++++ DATA TO PROCESS ++++

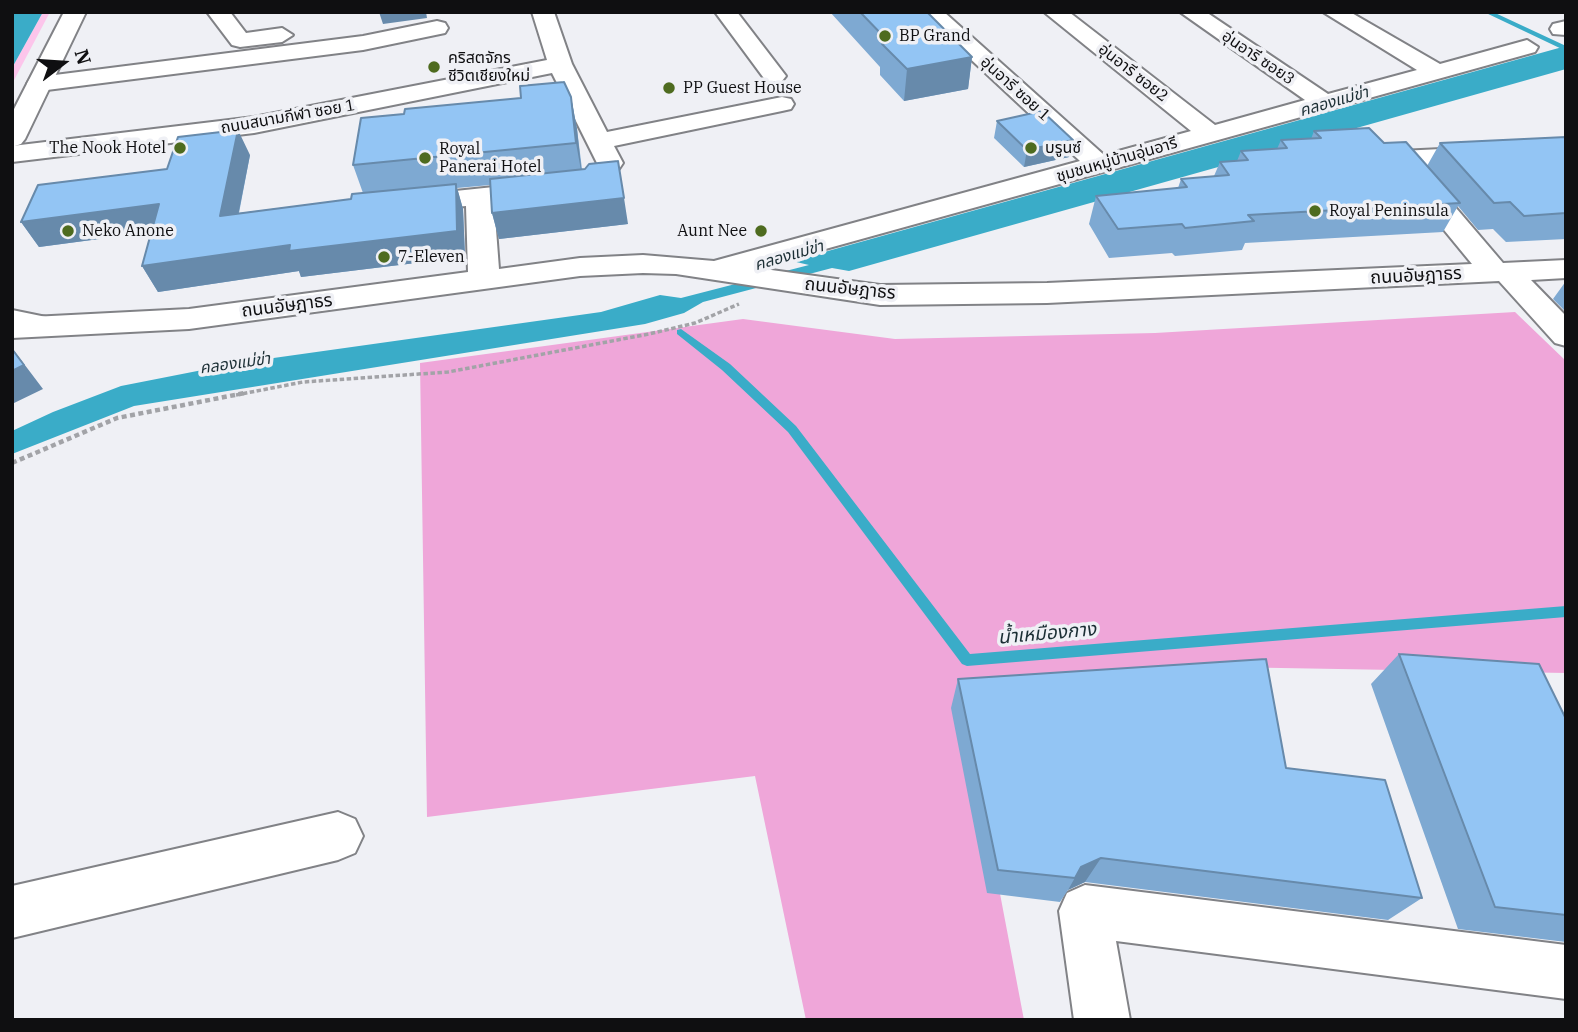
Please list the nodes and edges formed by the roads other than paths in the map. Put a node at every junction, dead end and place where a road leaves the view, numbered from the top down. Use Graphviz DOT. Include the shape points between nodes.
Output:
graph roads {
  1 [pos="75,12"];
  2 [pos="218,12"];
  3 [pos="543,12"];
  4 [pos="726,12"];
  5 [pos="931,12"];
  6 [pos="1055,12"];
  7 [pos="1191,12"];
  8 [pos="1334,12"];
  9 [pos="370,23"];
  10 [pos="437,28"];
  11 [pos="1527,47"];
  12 [pos="560,64"];
  13 [pos="1434,70"];
  14 [pos="774,76"];
  15 [pos="39,84"];
  16 [pos="1325,103"];
  17 [pos="782,104"];
  18 [pos="1211,134"];
  19 [pos="12,139"];
  20 [pos="600,141"];
  21 [pos="1566,151"];
  22 [pos="12,153"];
  23 [pos="1099,165"];
  24 [pos="613,169"];
  25 [pos="566,187"];
  26 [pos="481,197"];
  27 [pos="383,206"];
  28 [pos="1566,269"];
  29 [pos="706,272"];
  30 [pos="1501,273"];
  31 [pos="484,281"];
  32 [pos="19,327"];
  33 [pos="1566,336"];
  34 [pos="338,836"];
  35 [pos="12,912"];
  36 [pos="1566,972"];
  37 [pos="1102,1020"];
  1 -- 15 [label="street"];
  2 -- 9 [label="street" via="240,40"];
  3 -- 12 [label="street"];
  4 -- 14 [label="street"];
  5 -- 23 [label="street, อุ่นอารี ซอย 1"];
  6 -- 18 [label="street, อุ่นอารี ซอย2"];
  7 -- 16 [label="street, อุ่นอารี ซอย3"];
  8 -- 13 [label="street"];
  10 -- 15 [label="street" via="363,43"];
  11 -- 13 [label="street, ชุมชนหมู่บ้านอุ่นอารี"];
  12 -- 20 [label="street"];
  12 -- 22 [label="street, ถนนสนามกีฬา ซอย 1" via="254,125"];
  13 -- 16 [label="street, ชุมชนหมู่บ้านอุ่นอารี"];
  15 -- 19 [label="street"];
  16 -- 18 [label="street, ชุมชนหมู่บ้านอุ่นอารี"];
  17 -- 20 [label="street"];
  18 -- 23 [label="street, ชุมชนหมู่บ้านอุ่นอารี"];
  20 -- 24 [label="street"];
  21 -- 30 [label="street" via="1400,159"];
  23 -- 29 [label="street, ชุมชนหมู่บ้านอุ่นอารี"];
  25 -- 26 [label="street"];
  26 -- 27 [label="street"];
  26 -- 31 [label="street"];
  28 -- 30 [label="street, ถนนอัษฎาธร"];
  29 -- 30 [label="street, ถนนอัษฎาธร" via="880,295 1047,293"];
  29 -- 31 [label="street, ถนนอัษฎาธร" via="643,264 580,267"];
  30 -- 33 [label="street"];
  31 -- 32 [label="street, ถนนอัษฎาธร" via="189,319"];
  34 -- 35 [label="street"];
  36 -- 37 [label="street" via="1085,911"];
}
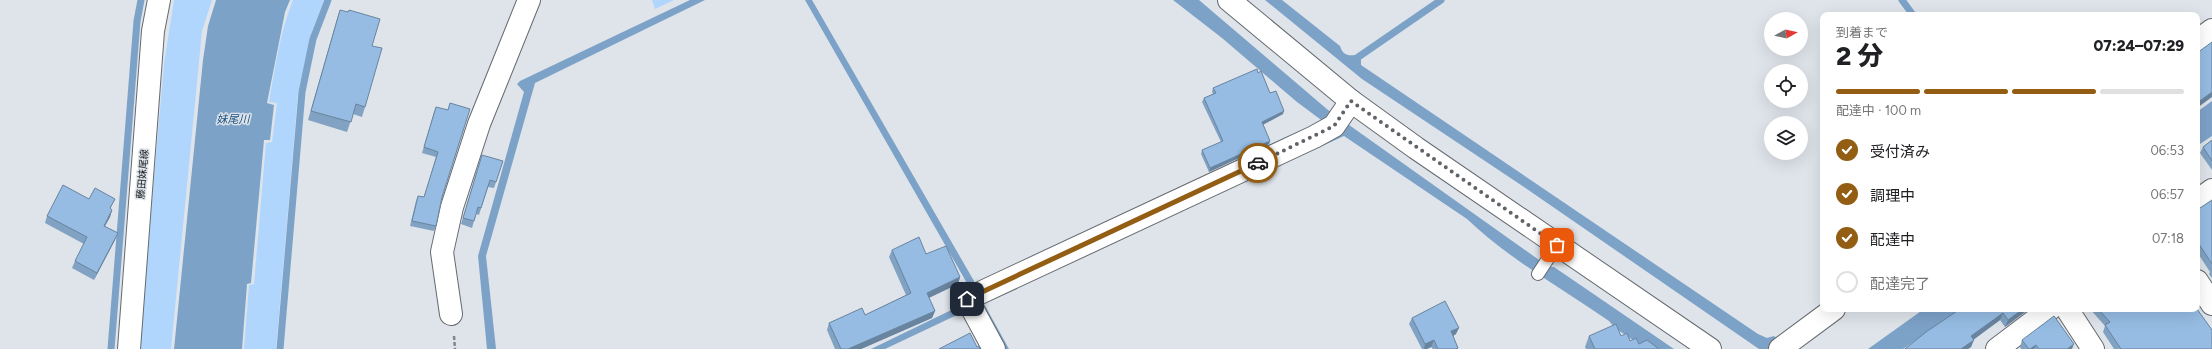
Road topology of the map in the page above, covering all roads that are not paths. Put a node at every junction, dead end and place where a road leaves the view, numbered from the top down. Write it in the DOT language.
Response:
graph roads {
  1 [pos="159,0"];
  2 [pos="529,0"];
  3 [pos="1229,0"];
  4 [pos="2212,30"];
  5 [pos="2200,39"];
  6 [pos="1341,115"];
  7 [pos="2212,190"];
  8 [pos="2200,198"];
  9 [pos="1552,252"];
  10 [pos="1538,274"];
  11 [pos="2200,286"];
  12 [pos="2212,304"];
  13 [pos="1830,312"];
  14 [pos="2046,312"];
  15 [pos="2069,312"];
  16 [pos="451,314"];
  17 [pos="1784,346"];
  18 [pos="129,349"];
  19 [pos="994,349"];
  20 [pos="1710,349"];
  21 [pos="1997,349"];
  22 [pos="2093,349"];
  1 -- 18 [label="street, 藤田妹尾線"];
  2 -- 16 [label="street"];
  3 -- 6 [label="street"];
  4 -- 5 [label="street"];
  6 -- 9 [label="street"];
  6 -- 19 [label="street"];
  7 -- 8 [label="street"];
  9 -- 10 [label="lane"];
  9 -- 20 [label="street"];
  11 -- 12 [label="street"];
  13 -- 17 [label="street"];
  14 -- 21 [label="street"];
  15 -- 22 [label="street"];
}
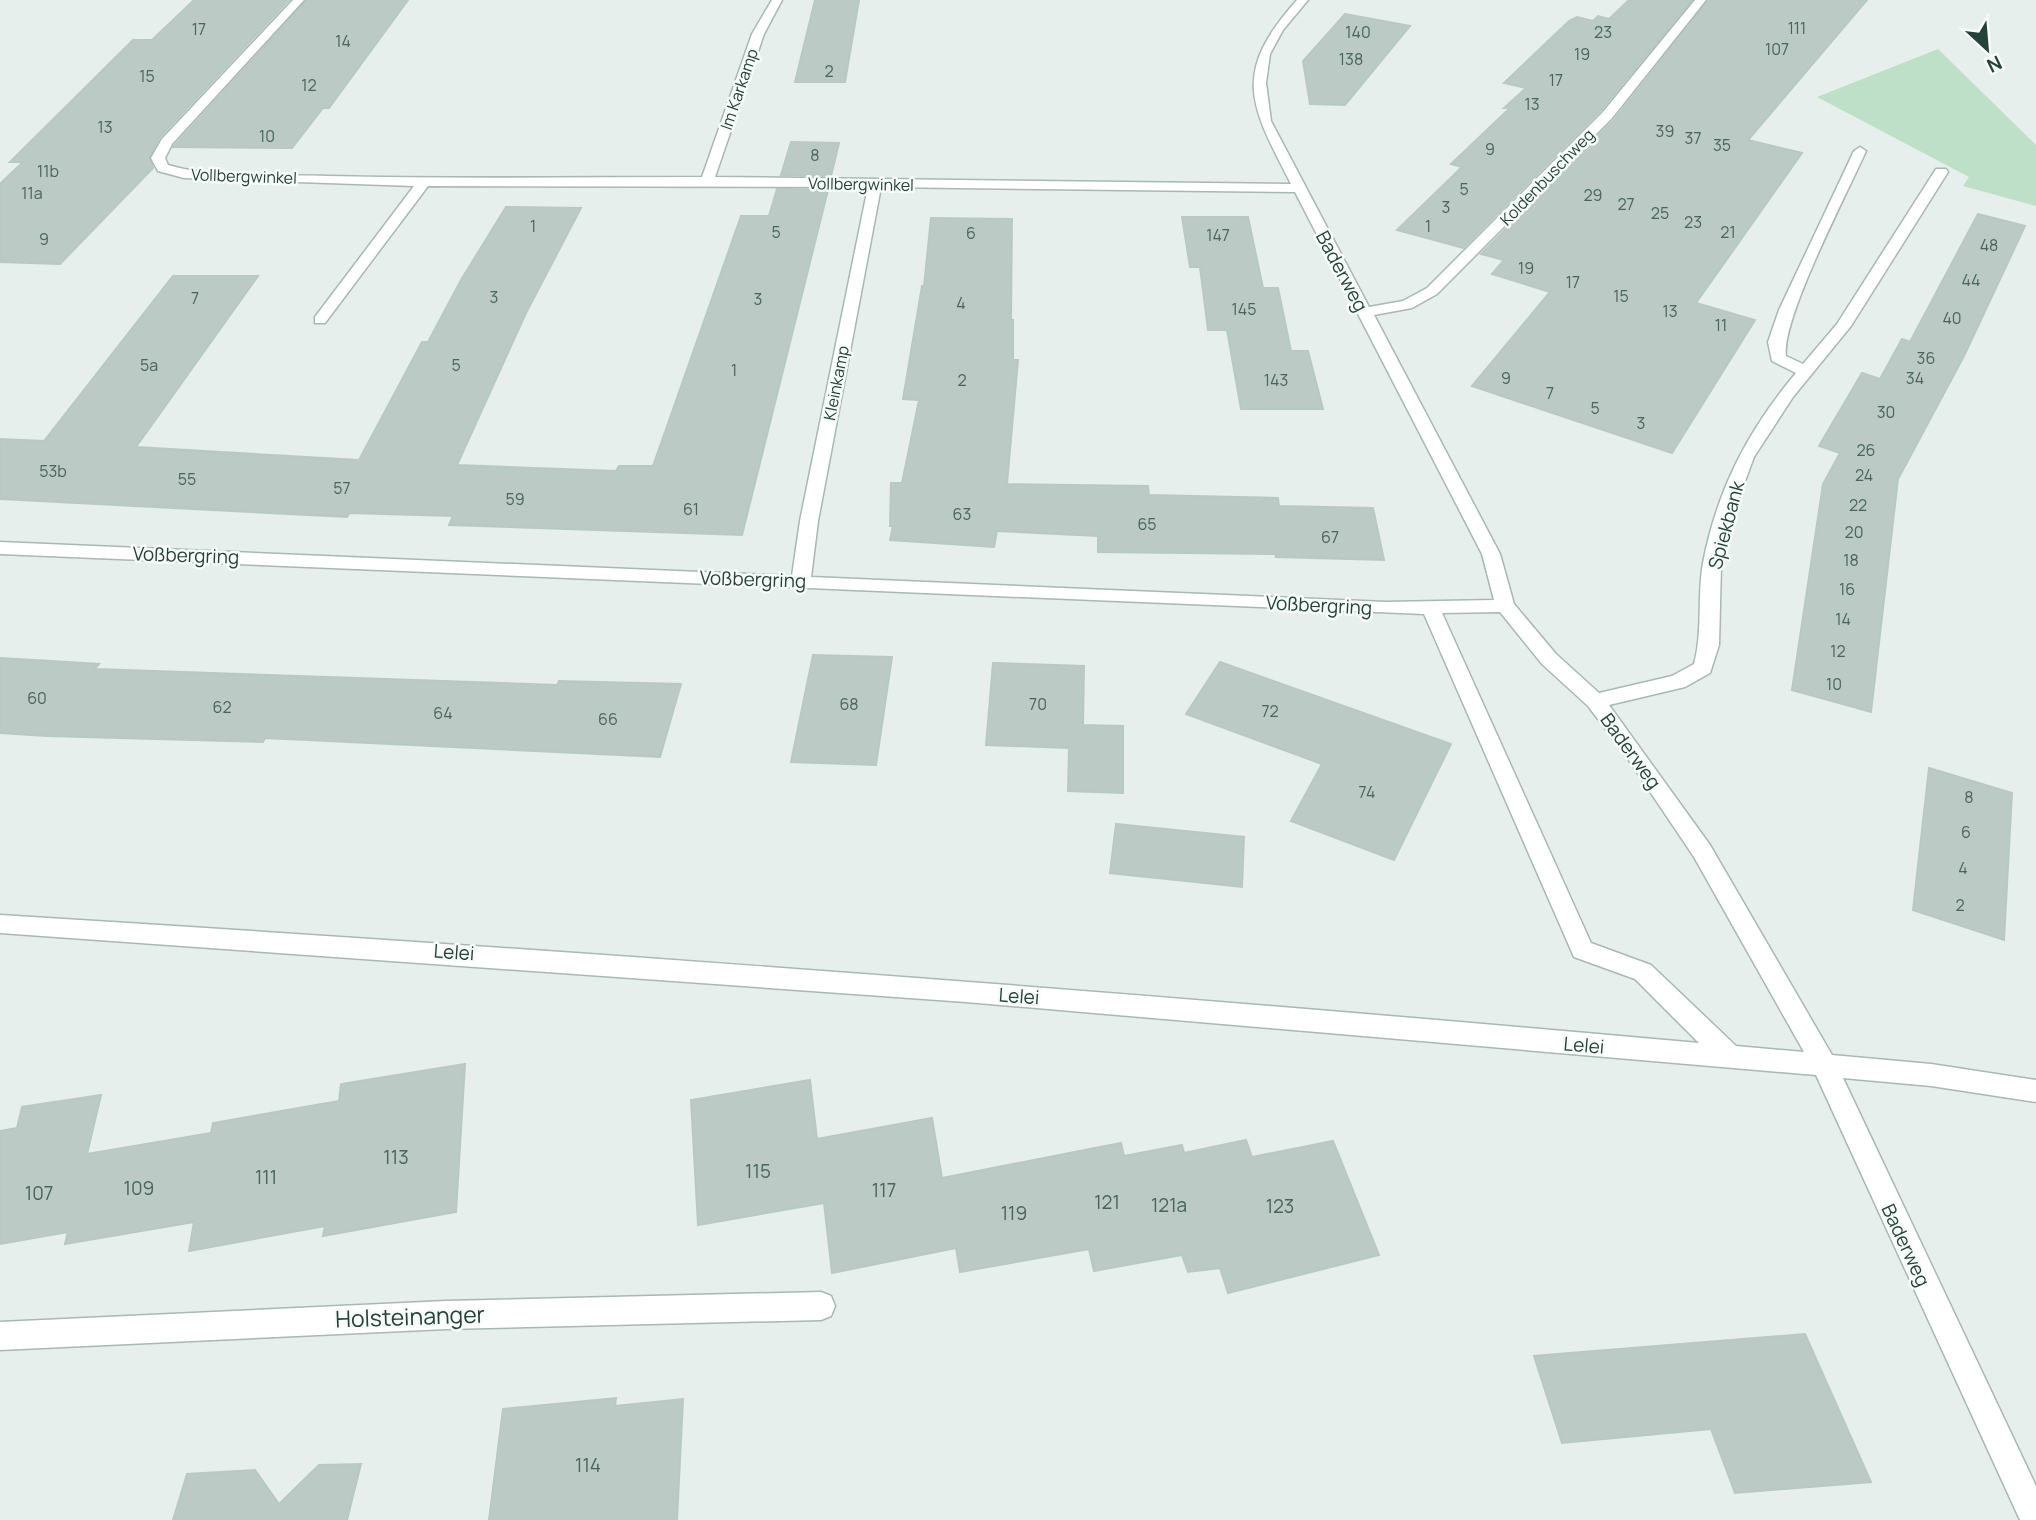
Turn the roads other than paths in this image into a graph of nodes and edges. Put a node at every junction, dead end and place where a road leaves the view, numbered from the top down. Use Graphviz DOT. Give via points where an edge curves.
graph roads {
  1 [pos="299,0"];
  2 [pos="777,0"];
  3 [pos="1303,0"];
  4 [pos="1701,0"];
  5 [pos="1860,151"];
  6 [pos="1941,172"];
  7 [pos="424,181"];
  8 [pos="707,181"];
  9 [pos="875,185"];
  10 [pos="1298,188"];
  11 [pos="1364,312"];
  12 [pos="320,320"];
  13 [pos="1806,372"];
  14 [pos="0,548"];
  15 [pos="801,581"];
  16 [pos="1505,606"];
  17 [pos="1431,609"];
  18 [pos="1595,701"];
  19 [pos="0,924"];
  20 [pos="1732,1059"];
  21 [pos="1824,1065"];
  22 [pos="2036,1091"];
  23 [pos="821,1306"];
  24 [pos="0,1336"];
  25 [pos="2036,1520"];
  1 -- 7 [label="street, Vollbergwinkel" via="167,142 158,158 163,168 230,177"];
  2 -- 8 [label="street, Im Karkamp" via="758,34"];
  3 -- 10 [label="street, Baderweg" via="1266,48 1257,85 1265,121"];
  4 -- 11 [label="street, Koldenbuschweg" via="1570,156 1432,291 1407,304"];
  5 -- 13 [label="street" via="1776,342 1778,358"];
  6 -- 13 [label="street, Spiekbank" via="1843,326"];
  7 -- 8 [label="street, Vollbergwinkel"];
  7 -- 12 [label="street"];
  8 -- 9 [label="street, Vollbergwinkel"];
  9 -- 10 [label="street, Vollbergwinkel"];
  9 -- 15 [label="street, Kleinkamp"];
  10 -- 11 [label="street, Baderweg"];
  11 -- 16 [label="street, Baderweg" via="1491,554"];
  13 -- 18 [label="street, Spiekbank" via="1745,457 1726,508 1712,565 1709,645 1703,668 1678,682"];
  14 -- 15 [label="street, Voßbergring"];
  15 -- 17 [label="street, Voßbergring"];
  16 -- 17 [label="street, Voßbergring"];
  16 -- 18 [label="street, Baderweg" via="1549,659"];
  17 -- 20 [label="street" via="1582,950 1643,972"];
  18 -- 21 [label="street, Baderweg" via="1702,851"];
  19 -- 20 [label="street, Lelei" via="387,947 1254,1014"];
  20 -- 21 [label="street, Lelei"];
  21 -- 22 [label="street, Lelei"];
  21 -- 25 [label="street, Baderweg"];
  23 -- 24 [label="street, Holsteinanger" via="446,1315"];
}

++++

# [TASK OBJECTIVE]
Please find every line in the listing that holds the string "ษฎาธร" and copy it.

# [RESPONSE]
  28 -- 30 [label="street, ถนนอัษฎาธร"];
  29 -- 30 [label="street, ถนนอัษฎาธร" via="880,295 1047,293"];
  29 -- 31 [label="street, ถนนอัษฎาธร" via="643,264 580,267"];
  31 -- 32 [label="street, ถนนอัษฎาธร" via="189,319"];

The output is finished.